__Supplied records__
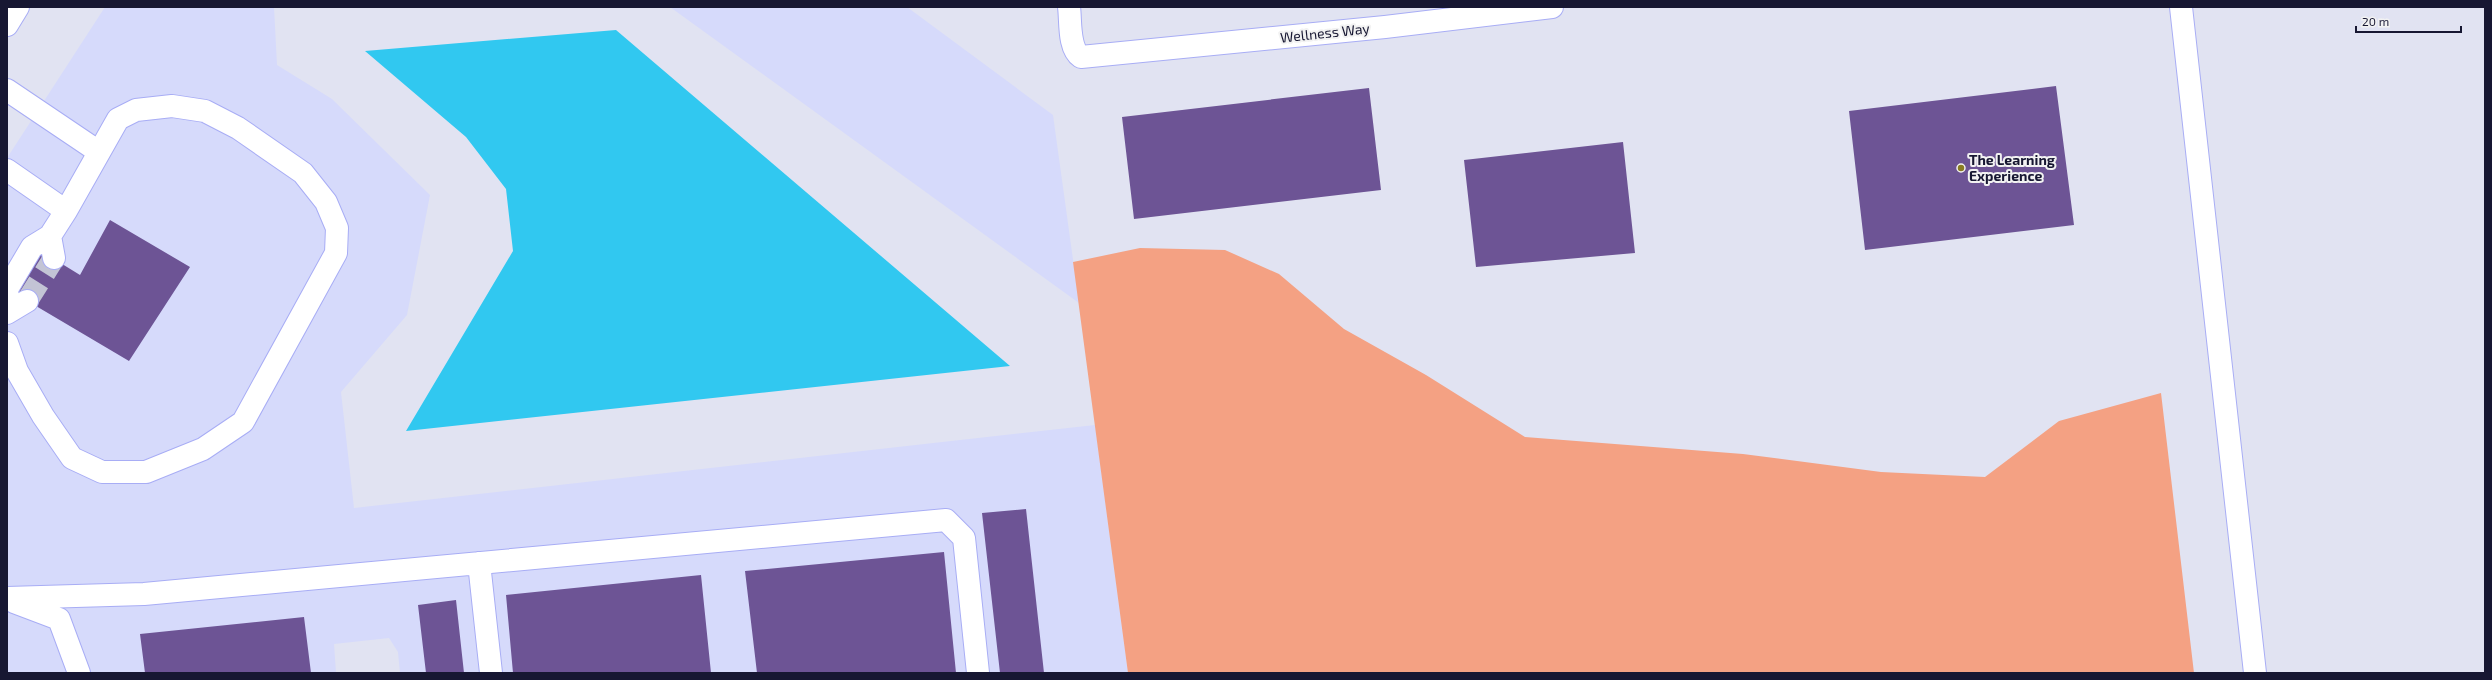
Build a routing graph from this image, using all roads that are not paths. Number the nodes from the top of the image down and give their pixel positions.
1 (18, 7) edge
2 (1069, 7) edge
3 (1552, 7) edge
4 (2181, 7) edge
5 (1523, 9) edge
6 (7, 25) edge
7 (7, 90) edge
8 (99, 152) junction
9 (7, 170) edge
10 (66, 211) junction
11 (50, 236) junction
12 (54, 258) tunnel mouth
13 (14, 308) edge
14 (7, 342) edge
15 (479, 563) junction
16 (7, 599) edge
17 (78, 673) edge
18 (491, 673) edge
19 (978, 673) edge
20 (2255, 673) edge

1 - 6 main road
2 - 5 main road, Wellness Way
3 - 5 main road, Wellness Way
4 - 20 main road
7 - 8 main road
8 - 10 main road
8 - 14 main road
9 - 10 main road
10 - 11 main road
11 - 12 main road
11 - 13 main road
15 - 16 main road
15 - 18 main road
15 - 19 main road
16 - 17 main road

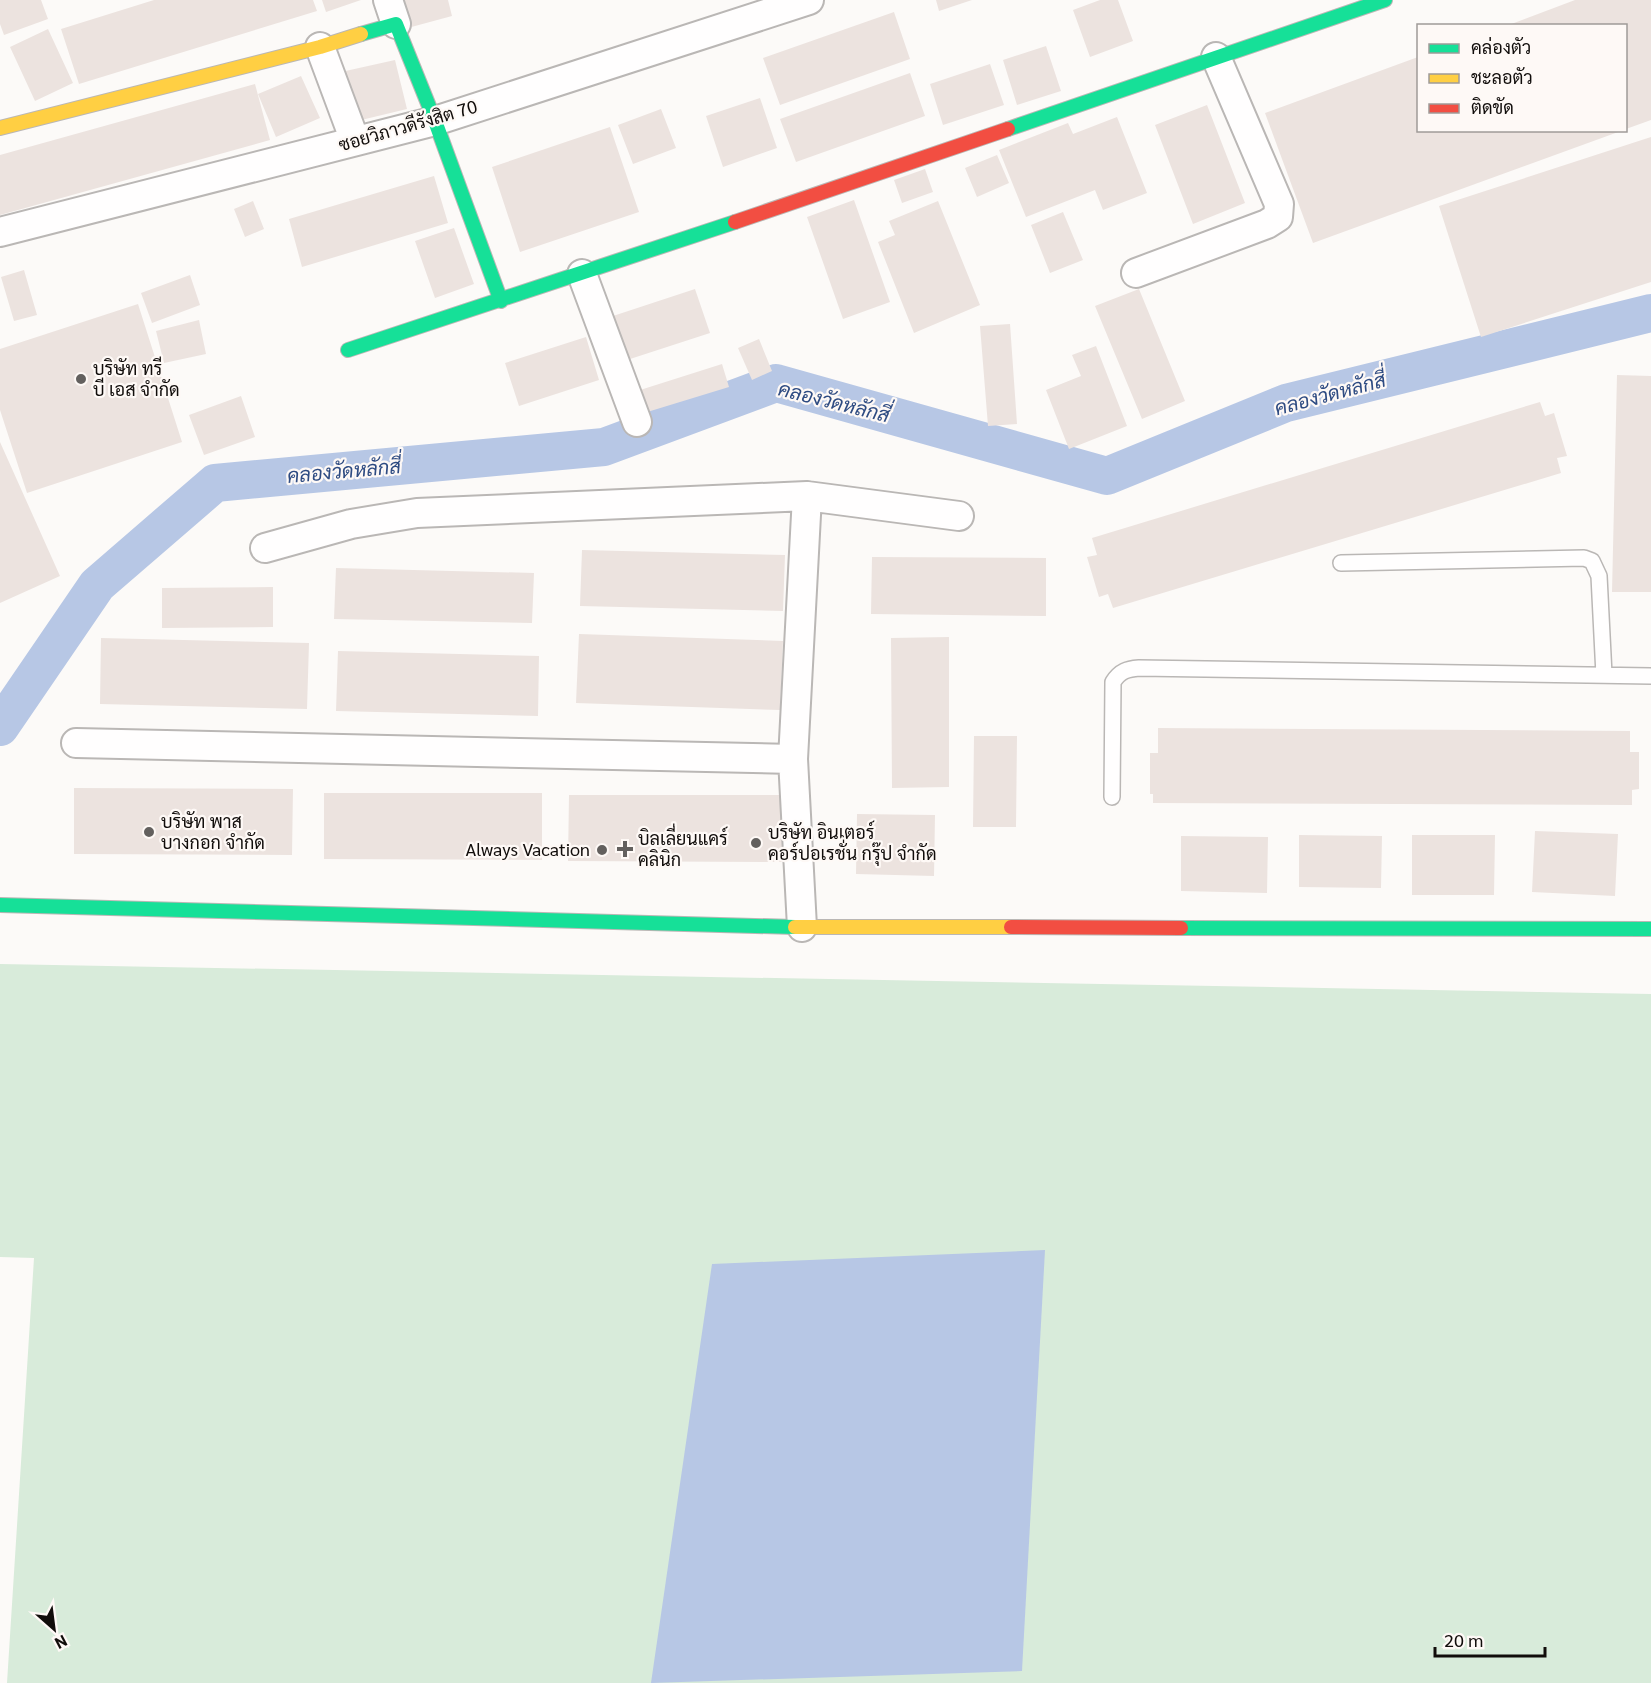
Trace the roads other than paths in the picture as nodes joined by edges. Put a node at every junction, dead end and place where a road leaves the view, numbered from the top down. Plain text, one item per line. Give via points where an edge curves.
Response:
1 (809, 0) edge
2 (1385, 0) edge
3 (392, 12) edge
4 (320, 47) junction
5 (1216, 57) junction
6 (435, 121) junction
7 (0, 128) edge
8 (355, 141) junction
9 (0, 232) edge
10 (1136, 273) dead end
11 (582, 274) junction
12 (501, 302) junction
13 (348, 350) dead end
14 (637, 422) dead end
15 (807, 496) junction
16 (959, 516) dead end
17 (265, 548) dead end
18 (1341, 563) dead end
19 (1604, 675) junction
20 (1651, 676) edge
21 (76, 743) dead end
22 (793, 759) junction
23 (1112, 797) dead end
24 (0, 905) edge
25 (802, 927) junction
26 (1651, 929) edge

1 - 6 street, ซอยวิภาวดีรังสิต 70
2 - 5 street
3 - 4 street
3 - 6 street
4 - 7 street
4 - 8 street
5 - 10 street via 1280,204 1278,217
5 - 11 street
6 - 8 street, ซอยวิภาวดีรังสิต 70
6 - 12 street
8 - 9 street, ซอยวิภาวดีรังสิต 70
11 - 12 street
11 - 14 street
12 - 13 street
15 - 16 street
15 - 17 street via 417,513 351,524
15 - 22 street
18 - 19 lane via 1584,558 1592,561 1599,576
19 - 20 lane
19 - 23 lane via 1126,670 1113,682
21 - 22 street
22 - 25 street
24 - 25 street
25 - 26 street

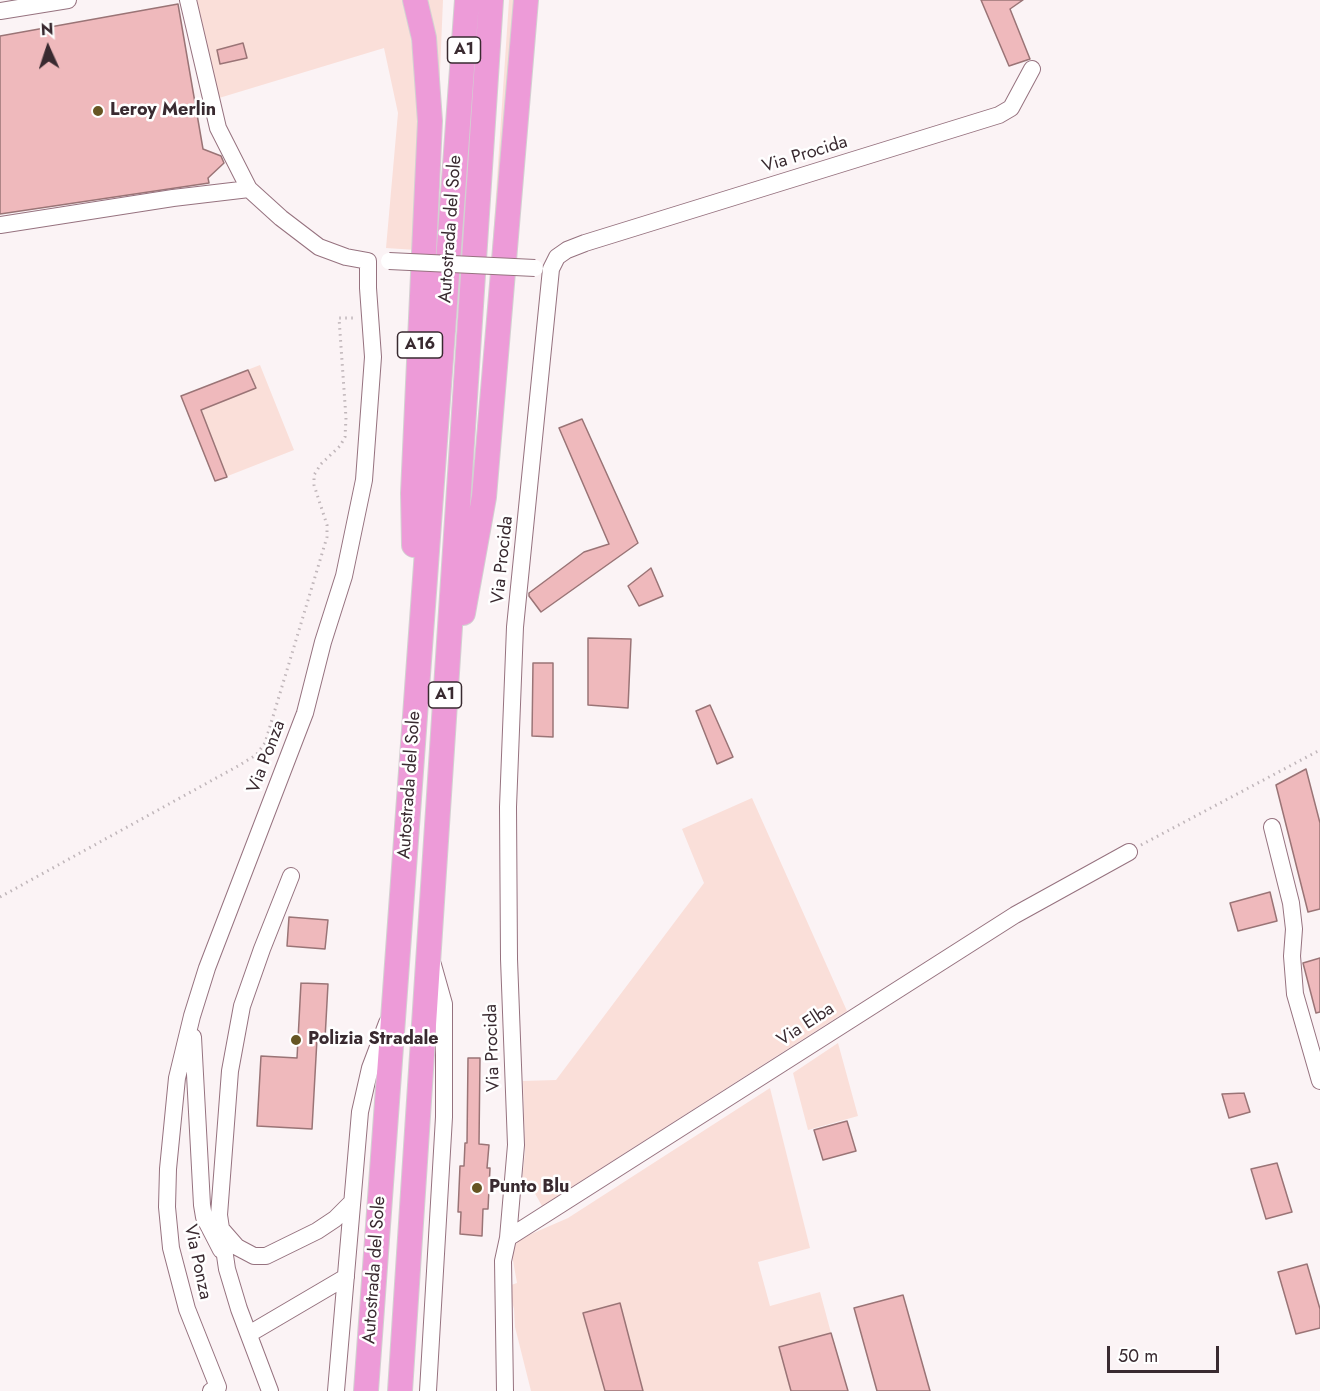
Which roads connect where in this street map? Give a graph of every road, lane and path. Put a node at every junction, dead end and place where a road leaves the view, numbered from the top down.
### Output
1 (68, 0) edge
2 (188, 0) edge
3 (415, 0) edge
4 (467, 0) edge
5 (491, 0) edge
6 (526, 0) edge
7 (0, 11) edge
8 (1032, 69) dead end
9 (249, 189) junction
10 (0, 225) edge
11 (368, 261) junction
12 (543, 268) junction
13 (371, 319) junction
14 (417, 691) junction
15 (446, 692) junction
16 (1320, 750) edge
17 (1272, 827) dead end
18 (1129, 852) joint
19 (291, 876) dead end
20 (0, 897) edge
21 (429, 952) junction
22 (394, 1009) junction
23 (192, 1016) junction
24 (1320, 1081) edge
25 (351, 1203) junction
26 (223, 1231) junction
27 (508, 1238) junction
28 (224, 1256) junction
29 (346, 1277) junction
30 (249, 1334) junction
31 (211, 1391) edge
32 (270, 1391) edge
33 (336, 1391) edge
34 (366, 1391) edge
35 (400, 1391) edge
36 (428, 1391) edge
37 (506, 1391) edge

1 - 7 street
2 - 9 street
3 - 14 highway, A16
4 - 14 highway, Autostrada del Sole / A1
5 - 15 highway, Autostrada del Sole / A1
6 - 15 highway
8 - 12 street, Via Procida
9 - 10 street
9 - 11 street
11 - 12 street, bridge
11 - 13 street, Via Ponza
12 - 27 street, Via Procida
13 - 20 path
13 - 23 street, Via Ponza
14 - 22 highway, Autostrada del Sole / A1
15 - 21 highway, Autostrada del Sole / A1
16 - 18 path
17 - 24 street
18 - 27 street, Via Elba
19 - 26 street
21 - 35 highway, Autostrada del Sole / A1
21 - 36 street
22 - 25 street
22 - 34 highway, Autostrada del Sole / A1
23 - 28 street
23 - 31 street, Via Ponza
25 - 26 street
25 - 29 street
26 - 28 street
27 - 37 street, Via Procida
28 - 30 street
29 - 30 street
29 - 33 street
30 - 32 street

__Work required__
Tell how many lines of the listing contain the string "where", giving the number without any other words.

__Answer space__
2